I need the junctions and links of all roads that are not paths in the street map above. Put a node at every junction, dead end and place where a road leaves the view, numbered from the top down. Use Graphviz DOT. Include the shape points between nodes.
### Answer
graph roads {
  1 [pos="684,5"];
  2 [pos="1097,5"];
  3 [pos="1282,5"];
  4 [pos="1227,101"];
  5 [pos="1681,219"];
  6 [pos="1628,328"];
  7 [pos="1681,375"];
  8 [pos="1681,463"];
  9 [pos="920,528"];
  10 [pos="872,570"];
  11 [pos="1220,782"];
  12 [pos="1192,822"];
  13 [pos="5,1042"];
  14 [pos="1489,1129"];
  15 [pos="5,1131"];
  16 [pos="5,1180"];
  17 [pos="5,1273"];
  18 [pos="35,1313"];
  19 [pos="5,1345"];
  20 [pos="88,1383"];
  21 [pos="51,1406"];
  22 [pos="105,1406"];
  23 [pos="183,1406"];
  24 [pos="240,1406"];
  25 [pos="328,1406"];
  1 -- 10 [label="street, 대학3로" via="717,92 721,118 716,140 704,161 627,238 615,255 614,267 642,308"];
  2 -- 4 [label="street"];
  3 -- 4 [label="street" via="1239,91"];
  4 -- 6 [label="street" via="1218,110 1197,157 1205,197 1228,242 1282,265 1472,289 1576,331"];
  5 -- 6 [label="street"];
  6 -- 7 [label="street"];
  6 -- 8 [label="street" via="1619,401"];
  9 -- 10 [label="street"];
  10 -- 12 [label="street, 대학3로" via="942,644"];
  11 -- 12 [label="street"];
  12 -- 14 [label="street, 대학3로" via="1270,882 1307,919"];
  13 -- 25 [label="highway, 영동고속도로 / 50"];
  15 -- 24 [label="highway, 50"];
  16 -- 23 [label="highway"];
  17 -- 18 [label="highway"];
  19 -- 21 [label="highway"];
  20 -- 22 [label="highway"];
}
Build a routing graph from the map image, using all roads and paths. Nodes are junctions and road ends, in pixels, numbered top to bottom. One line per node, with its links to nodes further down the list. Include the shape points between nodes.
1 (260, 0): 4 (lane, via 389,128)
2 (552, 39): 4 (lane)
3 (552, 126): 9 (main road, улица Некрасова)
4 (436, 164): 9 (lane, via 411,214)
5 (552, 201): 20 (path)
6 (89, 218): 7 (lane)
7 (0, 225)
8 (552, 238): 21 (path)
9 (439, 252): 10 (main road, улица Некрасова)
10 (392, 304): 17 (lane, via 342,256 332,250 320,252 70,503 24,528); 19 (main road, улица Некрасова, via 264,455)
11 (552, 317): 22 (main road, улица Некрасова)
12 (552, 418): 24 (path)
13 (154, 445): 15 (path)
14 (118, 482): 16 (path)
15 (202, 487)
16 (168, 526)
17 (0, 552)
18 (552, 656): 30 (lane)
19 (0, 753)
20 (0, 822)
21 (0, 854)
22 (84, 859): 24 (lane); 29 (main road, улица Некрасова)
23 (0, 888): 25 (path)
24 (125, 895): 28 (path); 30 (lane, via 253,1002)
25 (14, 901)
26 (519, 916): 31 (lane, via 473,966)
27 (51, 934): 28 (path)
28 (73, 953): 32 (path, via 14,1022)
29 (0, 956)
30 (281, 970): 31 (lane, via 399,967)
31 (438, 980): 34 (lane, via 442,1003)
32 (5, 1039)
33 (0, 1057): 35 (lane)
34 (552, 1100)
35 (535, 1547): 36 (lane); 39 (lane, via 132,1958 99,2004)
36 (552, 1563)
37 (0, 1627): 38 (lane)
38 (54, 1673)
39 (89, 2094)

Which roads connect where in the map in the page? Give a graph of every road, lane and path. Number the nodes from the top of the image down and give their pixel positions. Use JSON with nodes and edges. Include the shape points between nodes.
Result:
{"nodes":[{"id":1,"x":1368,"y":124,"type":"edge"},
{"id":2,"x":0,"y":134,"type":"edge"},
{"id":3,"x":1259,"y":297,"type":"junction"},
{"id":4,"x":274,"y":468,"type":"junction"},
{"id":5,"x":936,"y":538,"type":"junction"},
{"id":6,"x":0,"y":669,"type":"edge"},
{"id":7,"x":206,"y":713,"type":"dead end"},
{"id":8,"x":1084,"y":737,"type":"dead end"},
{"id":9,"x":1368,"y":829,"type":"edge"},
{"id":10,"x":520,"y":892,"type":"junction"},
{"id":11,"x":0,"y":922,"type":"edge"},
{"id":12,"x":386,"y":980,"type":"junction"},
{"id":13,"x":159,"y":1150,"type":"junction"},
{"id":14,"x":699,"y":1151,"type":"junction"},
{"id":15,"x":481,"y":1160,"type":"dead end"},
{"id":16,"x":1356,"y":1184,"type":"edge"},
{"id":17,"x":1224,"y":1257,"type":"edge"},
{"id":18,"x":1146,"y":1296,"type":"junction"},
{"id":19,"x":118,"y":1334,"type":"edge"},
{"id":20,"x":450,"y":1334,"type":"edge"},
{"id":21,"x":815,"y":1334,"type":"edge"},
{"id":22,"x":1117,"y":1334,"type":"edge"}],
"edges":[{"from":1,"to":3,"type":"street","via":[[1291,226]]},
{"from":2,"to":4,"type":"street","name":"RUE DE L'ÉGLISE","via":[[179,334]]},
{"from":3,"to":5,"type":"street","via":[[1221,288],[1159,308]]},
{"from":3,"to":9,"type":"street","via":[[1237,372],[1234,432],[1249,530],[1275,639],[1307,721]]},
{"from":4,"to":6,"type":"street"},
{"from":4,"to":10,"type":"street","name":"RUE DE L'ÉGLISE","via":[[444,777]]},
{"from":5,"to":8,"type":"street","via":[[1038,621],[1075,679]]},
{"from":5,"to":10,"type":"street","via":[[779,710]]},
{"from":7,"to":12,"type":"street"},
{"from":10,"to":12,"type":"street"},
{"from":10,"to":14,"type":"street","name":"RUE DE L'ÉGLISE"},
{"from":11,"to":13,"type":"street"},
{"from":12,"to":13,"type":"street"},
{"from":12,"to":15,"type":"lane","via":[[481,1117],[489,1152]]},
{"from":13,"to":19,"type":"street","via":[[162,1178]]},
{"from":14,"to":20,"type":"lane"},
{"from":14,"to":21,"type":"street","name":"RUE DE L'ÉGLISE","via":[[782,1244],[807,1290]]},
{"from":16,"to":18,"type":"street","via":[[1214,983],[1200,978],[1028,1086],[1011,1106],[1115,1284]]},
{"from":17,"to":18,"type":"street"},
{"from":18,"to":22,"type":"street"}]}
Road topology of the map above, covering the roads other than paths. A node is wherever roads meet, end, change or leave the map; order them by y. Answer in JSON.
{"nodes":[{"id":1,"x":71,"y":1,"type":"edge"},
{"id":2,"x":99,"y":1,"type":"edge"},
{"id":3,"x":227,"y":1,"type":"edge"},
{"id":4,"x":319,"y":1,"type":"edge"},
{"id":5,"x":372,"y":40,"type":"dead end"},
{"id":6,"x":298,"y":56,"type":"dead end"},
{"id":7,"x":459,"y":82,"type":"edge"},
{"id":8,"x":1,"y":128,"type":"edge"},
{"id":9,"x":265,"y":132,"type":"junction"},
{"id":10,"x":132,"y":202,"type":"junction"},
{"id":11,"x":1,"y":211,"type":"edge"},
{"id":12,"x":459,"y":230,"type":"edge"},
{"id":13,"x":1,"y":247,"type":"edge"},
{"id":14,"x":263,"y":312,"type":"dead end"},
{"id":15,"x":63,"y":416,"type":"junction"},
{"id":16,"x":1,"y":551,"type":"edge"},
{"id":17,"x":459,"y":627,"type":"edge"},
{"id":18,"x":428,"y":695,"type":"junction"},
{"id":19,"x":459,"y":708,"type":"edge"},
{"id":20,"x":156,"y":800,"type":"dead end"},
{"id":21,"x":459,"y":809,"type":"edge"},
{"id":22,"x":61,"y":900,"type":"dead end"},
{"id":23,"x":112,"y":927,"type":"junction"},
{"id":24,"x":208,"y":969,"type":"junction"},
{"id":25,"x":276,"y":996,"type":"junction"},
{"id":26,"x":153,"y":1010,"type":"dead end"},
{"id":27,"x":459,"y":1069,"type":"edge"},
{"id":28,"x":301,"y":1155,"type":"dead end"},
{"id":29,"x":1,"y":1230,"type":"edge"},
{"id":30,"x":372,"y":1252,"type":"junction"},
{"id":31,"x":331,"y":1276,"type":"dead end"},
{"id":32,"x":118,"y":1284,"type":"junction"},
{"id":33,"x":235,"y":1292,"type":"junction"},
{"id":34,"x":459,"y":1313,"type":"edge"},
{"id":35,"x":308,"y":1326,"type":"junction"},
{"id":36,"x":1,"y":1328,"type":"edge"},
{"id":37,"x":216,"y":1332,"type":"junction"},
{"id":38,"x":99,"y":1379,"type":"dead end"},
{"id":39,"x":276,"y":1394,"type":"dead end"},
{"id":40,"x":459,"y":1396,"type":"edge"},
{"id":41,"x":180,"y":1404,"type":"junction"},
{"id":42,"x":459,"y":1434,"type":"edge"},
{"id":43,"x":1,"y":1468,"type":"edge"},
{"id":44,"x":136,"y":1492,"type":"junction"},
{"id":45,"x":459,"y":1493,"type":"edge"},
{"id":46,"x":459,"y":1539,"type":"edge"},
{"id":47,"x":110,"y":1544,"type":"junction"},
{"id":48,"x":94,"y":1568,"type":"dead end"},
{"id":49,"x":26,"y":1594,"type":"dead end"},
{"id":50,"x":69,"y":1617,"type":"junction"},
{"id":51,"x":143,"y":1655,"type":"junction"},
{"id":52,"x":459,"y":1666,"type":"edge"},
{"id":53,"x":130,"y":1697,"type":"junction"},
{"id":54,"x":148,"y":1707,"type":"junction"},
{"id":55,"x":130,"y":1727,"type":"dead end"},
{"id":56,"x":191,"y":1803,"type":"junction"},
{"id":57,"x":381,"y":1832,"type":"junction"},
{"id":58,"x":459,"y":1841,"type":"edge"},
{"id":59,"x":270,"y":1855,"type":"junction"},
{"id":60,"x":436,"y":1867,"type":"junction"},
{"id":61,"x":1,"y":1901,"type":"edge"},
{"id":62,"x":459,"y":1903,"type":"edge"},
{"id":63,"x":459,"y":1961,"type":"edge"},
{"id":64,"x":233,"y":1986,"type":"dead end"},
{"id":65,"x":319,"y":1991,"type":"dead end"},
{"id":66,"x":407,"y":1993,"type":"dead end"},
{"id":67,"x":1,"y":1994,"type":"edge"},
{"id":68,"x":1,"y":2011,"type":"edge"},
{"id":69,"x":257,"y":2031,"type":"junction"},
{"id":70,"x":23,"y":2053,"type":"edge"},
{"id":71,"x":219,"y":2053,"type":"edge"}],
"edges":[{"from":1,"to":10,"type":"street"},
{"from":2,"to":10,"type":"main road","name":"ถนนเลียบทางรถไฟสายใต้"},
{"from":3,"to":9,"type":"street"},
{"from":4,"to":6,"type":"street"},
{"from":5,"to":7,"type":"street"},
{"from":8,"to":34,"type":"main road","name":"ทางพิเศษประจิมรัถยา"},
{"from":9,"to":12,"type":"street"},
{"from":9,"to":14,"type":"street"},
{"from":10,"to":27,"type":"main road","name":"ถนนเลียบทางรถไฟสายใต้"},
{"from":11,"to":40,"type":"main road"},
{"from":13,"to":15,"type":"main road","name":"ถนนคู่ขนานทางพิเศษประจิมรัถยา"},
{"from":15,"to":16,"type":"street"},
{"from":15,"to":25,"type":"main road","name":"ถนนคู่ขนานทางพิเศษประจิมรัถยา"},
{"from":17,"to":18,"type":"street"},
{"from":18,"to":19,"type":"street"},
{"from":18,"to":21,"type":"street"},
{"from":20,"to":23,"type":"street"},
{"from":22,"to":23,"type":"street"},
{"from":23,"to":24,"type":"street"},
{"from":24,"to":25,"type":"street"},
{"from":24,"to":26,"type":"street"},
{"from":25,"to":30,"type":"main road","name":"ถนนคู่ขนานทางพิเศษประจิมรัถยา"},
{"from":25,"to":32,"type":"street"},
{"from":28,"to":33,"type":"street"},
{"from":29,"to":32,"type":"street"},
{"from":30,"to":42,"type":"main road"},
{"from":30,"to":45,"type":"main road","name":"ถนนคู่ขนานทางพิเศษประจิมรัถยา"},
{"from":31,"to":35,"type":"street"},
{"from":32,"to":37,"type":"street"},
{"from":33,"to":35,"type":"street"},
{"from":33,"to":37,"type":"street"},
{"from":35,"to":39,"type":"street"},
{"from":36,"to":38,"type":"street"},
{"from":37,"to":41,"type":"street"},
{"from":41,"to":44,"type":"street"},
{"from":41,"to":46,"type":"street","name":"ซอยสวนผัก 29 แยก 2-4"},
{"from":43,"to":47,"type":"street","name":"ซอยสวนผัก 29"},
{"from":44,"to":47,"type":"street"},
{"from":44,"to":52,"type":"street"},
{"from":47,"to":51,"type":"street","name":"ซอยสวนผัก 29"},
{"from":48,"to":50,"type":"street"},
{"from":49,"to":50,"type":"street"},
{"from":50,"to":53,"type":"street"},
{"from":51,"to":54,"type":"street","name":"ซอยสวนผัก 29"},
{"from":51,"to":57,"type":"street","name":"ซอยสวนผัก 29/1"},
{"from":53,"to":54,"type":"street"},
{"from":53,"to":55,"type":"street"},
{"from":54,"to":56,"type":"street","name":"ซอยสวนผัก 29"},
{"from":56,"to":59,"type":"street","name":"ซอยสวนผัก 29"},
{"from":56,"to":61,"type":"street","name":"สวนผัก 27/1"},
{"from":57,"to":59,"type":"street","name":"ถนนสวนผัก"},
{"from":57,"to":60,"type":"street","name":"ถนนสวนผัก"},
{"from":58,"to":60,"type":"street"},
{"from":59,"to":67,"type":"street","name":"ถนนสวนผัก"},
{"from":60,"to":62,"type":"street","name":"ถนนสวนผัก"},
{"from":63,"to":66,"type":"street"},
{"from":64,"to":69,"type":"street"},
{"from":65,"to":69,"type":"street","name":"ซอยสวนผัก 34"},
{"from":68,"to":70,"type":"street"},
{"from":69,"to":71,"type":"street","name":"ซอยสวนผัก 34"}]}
----------
[Task requirements]: Return every line of the entries above that the string "highway" appears in.

[Answer area]:
  13 -- 25 [label="highway, 영동고속도로 / 50"];
  15 -- 24 [label="highway, 50"];
  16 -- 23 [label="highway"];
  17 -- 18 [label="highway"];
  19 -- 21 [label="highway"];
  20 -- 22 [label="highway"];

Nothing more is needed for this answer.